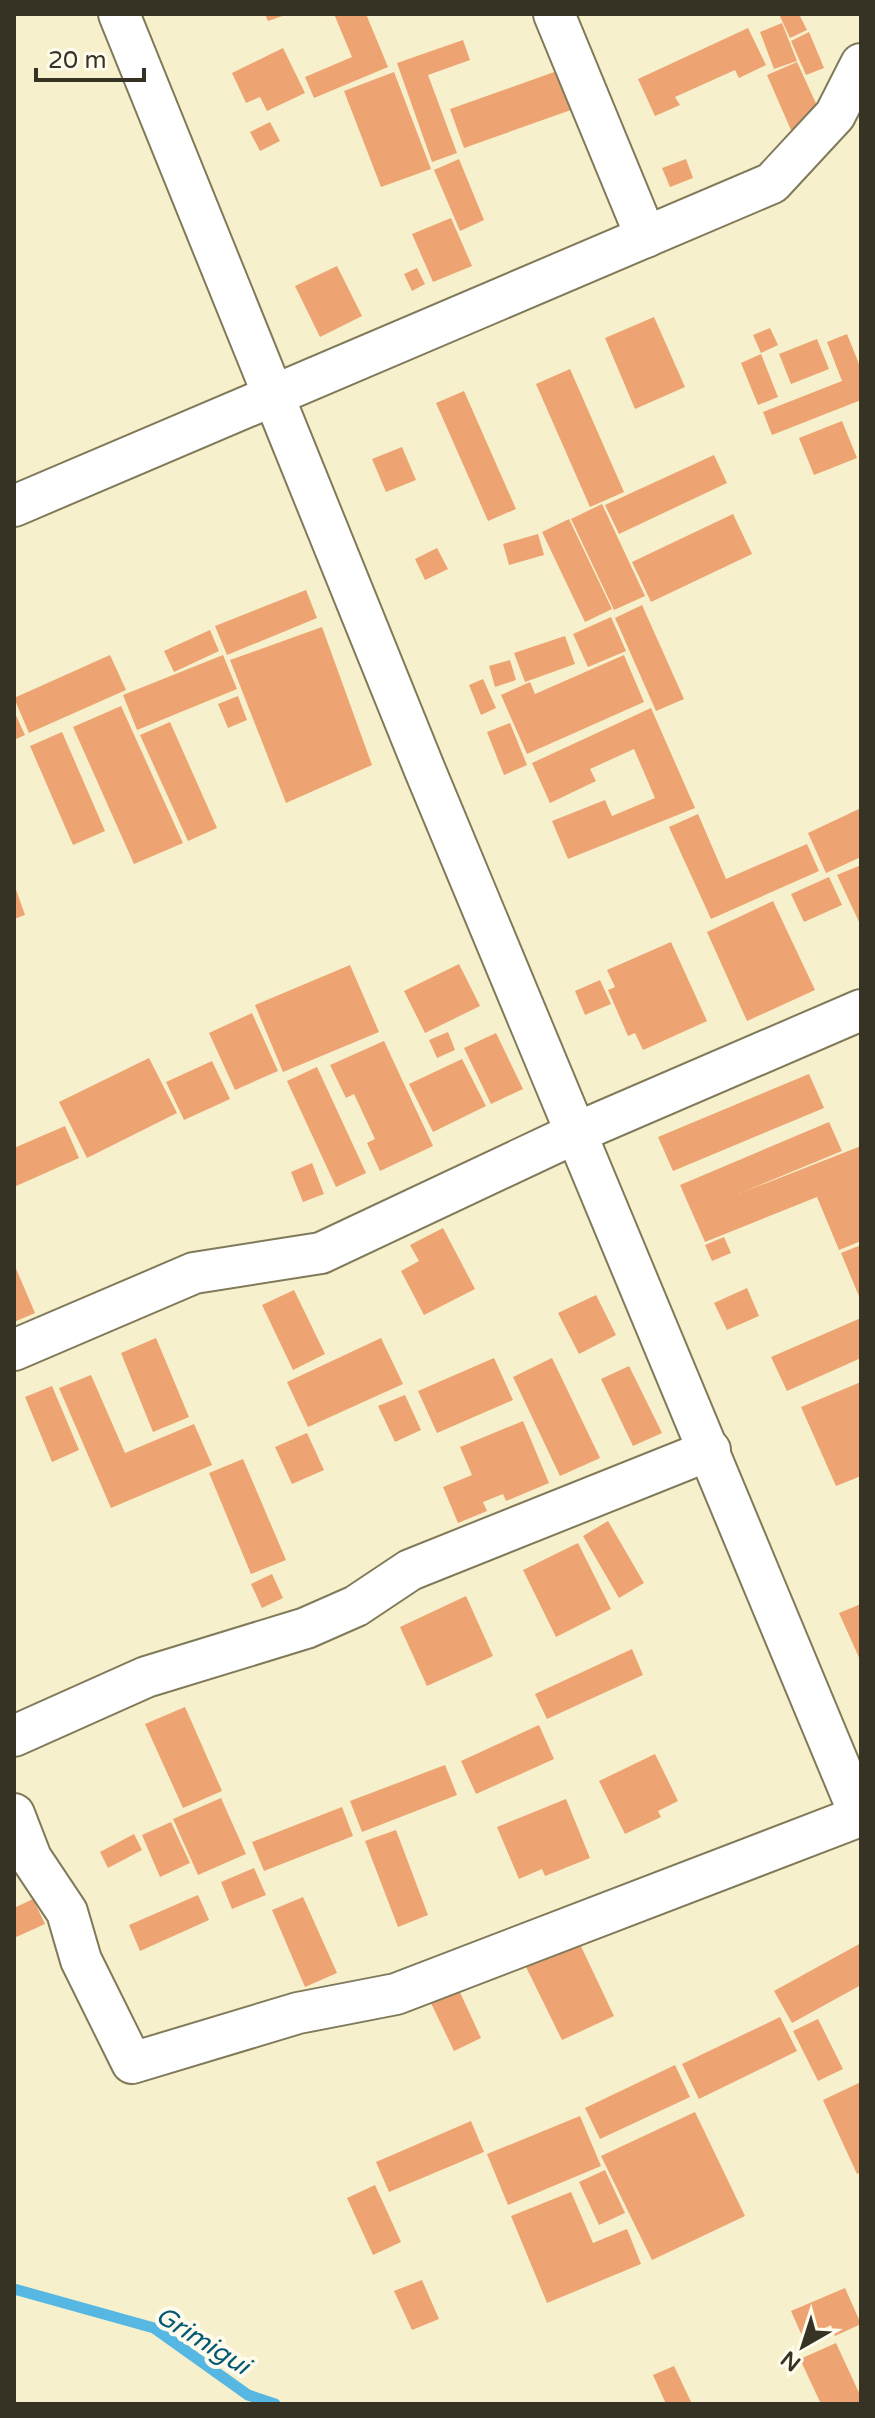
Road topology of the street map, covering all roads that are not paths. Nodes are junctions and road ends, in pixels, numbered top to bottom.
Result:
1 (119, 14) edge
2 (554, 14) edge
3 (861, 64) edge
4 (646, 237) junction
5 (273, 398) junction
6 (14, 506) edge
7 (861, 1010) edge
8 (578, 1132) junction
9 (14, 1350) edge
10 (710, 1450) junction
11 (14, 1736) edge
12 (14, 1814) edge
13 (860, 1817) edge

1 - 5 street
2 - 4 street
3 - 4 street
4 - 5 street
5 - 6 street
5 - 8 street
7 - 8 street
8 - 9 street
8 - 10 street
10 - 11 street
10 - 13 street
12 - 13 street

-=-=-

Strip out the images, then output the records above word for word.

- ANSWER TO THIS EXERCISE
Road topology of the street map, covering all roads that are not paths. Nodes are junctions and road ends, in pixels, numbered top to bottom.
Result:
1 (119, 14) edge
2 (554, 14) edge
3 (861, 64) edge
4 (646, 237) junction
5 (273, 398) junction
6 (14, 506) edge
7 (861, 1010) edge
8 (578, 1132) junction
9 (14, 1350) edge
10 (710, 1450) junction
11 (14, 1736) edge
12 (14, 1814) edge
13 (860, 1817) edge

1 - 5 street
2 - 4 street
3 - 4 street
4 - 5 street
5 - 6 street
5 - 8 street
7 - 8 street
8 - 9 street
8 - 10 street
10 - 11 street
10 - 13 street
12 - 13 street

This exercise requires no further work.